Douglas A. McIntyre is the co-founder, chief executive officer and editor in chief of 24/7 Wall St. and 24/7 Tempo. He has held these jobs since 2006.

McIntyre has written thousands of articles for 24/7 Wall St. He is an expert on corporate finance, the automotive industry, media companies and international finance. He has edited articles on national demographics, sports, personal income and travel.

His work has been quoted or mentioned in The New York Times, The Wall Street Journal, Los Angeles Times, The Washington Post, NBC News, Time, The New Yorker, HuffPost USA Today, Business Insider, Yahoo, AOL, MarketWatch, The Atlantic, Bloomberg, New York Post, Chicago Tribune, Forbes, The Guardian and many other major publications. McIntyre has been a guest on CNBC, the BBC and television and radio stations across the country.

A magna cum laude graduate of Harvard College, McIntyre also was president of The Harvard Advocate. Founded in 1866, the Advocate is the oldest college publication in the United States.

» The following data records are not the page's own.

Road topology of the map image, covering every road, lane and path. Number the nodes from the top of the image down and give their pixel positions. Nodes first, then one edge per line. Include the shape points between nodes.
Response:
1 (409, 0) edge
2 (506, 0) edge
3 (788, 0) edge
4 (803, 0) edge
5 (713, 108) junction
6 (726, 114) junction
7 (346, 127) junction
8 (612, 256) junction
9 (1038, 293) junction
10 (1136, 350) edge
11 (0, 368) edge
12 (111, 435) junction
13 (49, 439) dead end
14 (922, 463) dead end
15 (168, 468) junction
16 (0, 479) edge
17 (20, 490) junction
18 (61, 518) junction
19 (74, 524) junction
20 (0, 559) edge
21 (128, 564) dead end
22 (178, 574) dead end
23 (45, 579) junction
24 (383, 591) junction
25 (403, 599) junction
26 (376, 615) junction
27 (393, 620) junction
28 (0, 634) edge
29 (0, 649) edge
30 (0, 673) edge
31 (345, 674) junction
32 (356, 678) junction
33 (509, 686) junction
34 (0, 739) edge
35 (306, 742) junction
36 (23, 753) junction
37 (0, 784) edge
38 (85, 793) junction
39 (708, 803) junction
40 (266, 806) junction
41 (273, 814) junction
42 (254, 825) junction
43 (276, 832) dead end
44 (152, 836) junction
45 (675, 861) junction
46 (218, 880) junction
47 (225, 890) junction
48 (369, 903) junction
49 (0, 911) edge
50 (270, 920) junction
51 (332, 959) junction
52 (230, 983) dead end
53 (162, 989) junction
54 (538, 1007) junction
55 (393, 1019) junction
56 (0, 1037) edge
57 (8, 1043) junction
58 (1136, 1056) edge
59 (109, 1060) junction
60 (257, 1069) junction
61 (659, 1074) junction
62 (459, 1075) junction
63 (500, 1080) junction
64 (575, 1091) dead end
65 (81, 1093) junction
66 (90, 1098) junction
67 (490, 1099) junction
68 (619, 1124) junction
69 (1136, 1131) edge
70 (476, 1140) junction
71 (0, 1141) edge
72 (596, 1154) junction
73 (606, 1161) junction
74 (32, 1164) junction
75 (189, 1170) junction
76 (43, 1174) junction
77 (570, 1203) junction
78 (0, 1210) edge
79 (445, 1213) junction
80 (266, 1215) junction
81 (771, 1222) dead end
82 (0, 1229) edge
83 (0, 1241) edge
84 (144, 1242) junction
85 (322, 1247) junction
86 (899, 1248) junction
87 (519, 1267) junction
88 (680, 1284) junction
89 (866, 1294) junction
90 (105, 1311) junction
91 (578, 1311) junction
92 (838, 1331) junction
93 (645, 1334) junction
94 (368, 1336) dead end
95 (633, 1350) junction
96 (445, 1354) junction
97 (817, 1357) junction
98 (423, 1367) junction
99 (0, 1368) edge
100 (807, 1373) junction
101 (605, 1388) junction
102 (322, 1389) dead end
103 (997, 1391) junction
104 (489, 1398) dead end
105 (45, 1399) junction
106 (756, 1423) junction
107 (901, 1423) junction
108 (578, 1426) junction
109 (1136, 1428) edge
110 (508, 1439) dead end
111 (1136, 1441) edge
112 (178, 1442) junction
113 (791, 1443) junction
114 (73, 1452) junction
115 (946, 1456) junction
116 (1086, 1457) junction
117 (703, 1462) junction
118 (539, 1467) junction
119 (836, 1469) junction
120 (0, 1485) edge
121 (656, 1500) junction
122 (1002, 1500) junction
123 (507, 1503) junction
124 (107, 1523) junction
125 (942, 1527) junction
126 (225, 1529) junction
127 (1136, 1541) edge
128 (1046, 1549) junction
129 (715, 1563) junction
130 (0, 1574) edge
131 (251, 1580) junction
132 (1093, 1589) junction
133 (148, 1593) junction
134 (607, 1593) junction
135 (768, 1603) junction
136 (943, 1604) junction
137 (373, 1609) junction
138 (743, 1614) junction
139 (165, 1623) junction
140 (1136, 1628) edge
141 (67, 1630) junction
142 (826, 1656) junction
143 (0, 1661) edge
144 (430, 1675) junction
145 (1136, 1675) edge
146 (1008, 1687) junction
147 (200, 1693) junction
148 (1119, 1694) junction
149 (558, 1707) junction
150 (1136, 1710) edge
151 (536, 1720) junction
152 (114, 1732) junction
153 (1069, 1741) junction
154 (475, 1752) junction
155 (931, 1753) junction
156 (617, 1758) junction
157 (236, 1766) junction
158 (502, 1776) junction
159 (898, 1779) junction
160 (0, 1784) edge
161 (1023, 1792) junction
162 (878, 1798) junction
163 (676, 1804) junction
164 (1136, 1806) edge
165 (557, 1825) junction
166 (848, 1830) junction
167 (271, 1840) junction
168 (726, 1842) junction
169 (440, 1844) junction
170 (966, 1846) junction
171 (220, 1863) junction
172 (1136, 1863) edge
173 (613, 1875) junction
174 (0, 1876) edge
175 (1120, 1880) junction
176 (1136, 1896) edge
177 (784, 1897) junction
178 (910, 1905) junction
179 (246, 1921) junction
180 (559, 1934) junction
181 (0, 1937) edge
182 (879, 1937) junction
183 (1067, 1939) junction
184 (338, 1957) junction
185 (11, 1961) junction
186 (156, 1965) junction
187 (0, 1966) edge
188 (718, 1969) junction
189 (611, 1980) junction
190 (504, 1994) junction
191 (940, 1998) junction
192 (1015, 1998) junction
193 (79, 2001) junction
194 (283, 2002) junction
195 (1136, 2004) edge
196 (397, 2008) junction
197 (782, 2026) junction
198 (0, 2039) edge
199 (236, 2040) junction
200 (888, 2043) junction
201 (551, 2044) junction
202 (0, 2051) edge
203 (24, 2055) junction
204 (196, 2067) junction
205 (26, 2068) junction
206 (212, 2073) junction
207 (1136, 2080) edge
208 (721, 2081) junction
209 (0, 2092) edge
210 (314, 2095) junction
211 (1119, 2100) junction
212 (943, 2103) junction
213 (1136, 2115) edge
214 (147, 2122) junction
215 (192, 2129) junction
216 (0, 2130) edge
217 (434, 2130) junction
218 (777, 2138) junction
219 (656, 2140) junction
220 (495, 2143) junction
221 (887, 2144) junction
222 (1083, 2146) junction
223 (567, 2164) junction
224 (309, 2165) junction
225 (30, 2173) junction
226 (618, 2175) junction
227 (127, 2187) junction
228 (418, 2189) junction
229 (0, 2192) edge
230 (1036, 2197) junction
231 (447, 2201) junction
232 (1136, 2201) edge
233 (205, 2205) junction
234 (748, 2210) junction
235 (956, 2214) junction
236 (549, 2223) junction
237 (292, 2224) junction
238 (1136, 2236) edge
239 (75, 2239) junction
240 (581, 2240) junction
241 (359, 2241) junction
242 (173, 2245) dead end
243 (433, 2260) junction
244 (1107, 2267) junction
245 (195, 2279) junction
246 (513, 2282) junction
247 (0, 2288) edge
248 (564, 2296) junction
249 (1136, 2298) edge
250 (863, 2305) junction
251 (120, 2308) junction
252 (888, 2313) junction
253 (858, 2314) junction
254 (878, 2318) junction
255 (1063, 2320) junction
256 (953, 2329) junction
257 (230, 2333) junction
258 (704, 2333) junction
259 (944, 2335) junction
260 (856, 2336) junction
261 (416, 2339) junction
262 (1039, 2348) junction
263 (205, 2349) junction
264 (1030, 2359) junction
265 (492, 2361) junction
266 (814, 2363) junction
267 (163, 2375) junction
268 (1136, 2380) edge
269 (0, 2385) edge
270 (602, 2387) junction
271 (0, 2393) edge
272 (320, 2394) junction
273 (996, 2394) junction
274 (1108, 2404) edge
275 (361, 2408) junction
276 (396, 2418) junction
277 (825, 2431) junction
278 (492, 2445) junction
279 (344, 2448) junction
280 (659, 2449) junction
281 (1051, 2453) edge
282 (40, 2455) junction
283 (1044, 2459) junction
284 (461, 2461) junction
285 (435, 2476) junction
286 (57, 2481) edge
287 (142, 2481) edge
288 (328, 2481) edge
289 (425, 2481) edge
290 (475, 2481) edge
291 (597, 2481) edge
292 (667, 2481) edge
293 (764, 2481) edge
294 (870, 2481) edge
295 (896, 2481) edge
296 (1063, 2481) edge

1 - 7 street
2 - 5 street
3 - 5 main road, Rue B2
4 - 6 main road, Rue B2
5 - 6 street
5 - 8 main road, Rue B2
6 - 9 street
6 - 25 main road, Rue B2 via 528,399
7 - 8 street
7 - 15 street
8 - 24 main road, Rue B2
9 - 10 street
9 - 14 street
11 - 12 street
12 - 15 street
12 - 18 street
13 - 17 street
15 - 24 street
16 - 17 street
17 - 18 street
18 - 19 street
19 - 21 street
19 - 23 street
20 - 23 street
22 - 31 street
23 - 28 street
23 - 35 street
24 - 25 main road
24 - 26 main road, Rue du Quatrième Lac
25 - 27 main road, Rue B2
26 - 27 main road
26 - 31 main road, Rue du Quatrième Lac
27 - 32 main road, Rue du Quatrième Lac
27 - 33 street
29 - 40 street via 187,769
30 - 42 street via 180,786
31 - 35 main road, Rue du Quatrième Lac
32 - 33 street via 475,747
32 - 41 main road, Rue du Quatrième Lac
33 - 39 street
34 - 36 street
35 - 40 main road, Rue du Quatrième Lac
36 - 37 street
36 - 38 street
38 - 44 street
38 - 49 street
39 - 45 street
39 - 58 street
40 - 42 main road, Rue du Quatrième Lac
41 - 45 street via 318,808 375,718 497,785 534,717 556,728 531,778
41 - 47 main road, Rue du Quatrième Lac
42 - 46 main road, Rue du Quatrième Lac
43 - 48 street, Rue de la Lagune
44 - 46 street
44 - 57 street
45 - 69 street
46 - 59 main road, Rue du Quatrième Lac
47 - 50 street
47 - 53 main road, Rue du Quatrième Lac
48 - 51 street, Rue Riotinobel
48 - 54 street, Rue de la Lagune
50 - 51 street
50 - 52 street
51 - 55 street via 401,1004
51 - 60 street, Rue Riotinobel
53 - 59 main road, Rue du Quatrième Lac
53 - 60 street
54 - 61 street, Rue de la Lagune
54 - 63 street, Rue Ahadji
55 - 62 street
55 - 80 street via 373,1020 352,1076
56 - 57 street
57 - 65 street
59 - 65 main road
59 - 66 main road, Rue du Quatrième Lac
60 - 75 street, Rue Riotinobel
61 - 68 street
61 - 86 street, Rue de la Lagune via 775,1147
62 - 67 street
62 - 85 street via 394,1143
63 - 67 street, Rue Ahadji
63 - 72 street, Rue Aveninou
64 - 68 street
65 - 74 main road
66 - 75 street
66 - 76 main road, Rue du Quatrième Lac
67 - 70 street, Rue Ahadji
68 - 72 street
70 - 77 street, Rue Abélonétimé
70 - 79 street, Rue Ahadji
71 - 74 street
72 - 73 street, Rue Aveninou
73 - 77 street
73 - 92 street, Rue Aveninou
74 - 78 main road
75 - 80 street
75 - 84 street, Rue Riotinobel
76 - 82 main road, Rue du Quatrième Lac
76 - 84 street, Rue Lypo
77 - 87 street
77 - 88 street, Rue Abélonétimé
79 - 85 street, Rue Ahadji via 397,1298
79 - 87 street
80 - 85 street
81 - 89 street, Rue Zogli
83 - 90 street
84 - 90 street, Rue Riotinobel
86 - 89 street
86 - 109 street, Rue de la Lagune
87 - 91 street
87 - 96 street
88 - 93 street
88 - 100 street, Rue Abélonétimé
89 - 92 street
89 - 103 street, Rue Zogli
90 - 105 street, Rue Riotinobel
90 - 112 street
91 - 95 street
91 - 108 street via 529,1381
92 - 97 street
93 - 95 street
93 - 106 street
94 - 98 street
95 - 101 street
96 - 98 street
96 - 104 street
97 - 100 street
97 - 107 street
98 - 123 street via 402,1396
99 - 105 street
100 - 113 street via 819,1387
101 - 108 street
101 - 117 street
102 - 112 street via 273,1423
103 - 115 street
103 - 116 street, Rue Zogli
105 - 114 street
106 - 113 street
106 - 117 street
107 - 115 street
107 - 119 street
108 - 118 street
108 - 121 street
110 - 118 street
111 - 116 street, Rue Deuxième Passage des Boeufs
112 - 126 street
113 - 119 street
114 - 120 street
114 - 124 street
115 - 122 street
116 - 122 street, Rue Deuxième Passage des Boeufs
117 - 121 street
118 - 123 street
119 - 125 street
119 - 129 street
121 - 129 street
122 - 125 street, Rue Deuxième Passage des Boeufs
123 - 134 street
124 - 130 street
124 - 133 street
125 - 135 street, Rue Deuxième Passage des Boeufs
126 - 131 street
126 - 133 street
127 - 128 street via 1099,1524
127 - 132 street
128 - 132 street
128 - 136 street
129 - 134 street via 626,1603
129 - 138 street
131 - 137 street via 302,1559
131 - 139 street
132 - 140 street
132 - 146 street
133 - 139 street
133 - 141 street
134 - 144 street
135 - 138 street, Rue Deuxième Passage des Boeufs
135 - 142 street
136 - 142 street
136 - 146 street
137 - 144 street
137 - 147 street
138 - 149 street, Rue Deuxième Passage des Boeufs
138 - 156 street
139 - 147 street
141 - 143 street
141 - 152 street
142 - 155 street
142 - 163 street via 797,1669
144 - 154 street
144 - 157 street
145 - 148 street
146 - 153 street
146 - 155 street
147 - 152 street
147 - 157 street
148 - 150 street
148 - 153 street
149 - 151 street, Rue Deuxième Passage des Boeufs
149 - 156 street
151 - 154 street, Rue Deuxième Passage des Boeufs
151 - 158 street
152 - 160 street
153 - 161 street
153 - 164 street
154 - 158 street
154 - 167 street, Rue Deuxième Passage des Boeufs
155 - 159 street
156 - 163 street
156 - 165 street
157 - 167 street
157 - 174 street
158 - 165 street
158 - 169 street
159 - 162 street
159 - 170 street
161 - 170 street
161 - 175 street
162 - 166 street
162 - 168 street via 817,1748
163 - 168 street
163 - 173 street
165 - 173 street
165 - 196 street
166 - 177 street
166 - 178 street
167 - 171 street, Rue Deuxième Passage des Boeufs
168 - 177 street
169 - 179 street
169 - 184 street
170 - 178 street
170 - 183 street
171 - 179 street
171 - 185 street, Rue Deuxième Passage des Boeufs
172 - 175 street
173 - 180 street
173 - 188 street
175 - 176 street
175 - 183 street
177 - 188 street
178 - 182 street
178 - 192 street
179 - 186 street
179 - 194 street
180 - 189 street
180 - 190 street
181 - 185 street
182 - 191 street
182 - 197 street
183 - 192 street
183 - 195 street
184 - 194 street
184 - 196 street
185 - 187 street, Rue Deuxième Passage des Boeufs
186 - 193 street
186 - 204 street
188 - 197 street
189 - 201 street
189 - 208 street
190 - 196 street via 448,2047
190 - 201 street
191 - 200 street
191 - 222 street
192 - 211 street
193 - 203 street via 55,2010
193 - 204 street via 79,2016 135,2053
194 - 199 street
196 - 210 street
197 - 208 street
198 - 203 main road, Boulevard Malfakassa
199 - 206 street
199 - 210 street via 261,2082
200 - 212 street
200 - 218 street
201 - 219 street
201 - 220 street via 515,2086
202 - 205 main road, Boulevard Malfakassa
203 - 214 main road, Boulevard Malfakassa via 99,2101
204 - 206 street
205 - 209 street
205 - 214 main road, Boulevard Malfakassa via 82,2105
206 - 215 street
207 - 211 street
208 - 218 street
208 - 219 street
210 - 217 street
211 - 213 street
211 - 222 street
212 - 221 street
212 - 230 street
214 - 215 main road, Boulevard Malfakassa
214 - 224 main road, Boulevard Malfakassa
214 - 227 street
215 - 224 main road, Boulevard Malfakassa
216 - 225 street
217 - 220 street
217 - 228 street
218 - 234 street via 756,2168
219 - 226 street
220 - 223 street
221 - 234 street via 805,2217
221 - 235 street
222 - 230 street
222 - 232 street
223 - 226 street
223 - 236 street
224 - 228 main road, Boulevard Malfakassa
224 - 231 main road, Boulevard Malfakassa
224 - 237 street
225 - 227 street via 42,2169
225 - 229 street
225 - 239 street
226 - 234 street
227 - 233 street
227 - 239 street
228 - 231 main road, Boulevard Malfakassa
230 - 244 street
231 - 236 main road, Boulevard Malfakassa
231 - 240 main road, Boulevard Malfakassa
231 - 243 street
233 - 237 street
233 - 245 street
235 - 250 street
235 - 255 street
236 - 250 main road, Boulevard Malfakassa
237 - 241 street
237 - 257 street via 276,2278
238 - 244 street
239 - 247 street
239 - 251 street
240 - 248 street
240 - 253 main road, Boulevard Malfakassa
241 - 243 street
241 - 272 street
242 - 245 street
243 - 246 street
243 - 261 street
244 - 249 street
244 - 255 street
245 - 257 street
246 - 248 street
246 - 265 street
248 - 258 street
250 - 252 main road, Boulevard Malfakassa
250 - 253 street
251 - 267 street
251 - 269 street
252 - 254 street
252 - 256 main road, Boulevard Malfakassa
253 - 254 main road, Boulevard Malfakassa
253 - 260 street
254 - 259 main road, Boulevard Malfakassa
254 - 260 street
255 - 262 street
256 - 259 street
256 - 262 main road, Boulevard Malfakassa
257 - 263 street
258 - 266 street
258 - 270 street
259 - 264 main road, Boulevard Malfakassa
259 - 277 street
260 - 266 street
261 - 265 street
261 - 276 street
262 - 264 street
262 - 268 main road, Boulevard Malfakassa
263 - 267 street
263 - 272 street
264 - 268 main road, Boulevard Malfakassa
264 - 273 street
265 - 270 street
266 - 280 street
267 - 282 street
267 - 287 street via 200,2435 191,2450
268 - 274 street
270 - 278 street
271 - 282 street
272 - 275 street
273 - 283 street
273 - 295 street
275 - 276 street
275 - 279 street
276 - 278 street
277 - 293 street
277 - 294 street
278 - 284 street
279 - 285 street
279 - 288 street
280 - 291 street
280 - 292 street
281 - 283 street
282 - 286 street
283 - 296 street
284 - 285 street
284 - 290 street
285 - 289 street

TheStreet.com, Comps.com and Edgar Online are some of the public companies for which McIntyre served on the board of directors. He was a Vicinity Corporation board member when the company was sold to Microsoft in 2002. He served on the audit committees of some of these companies.

McIntyre has been the CEO of FutureSource, a provider of trading terminals and news to commodities and futures traders. He was president of Switchboard, the online phone directory company. He served as chairman and CEO of On2 Technologies, the video compression company that provided video compression software for Adobe’s Flash. Google bought On2 in 2009.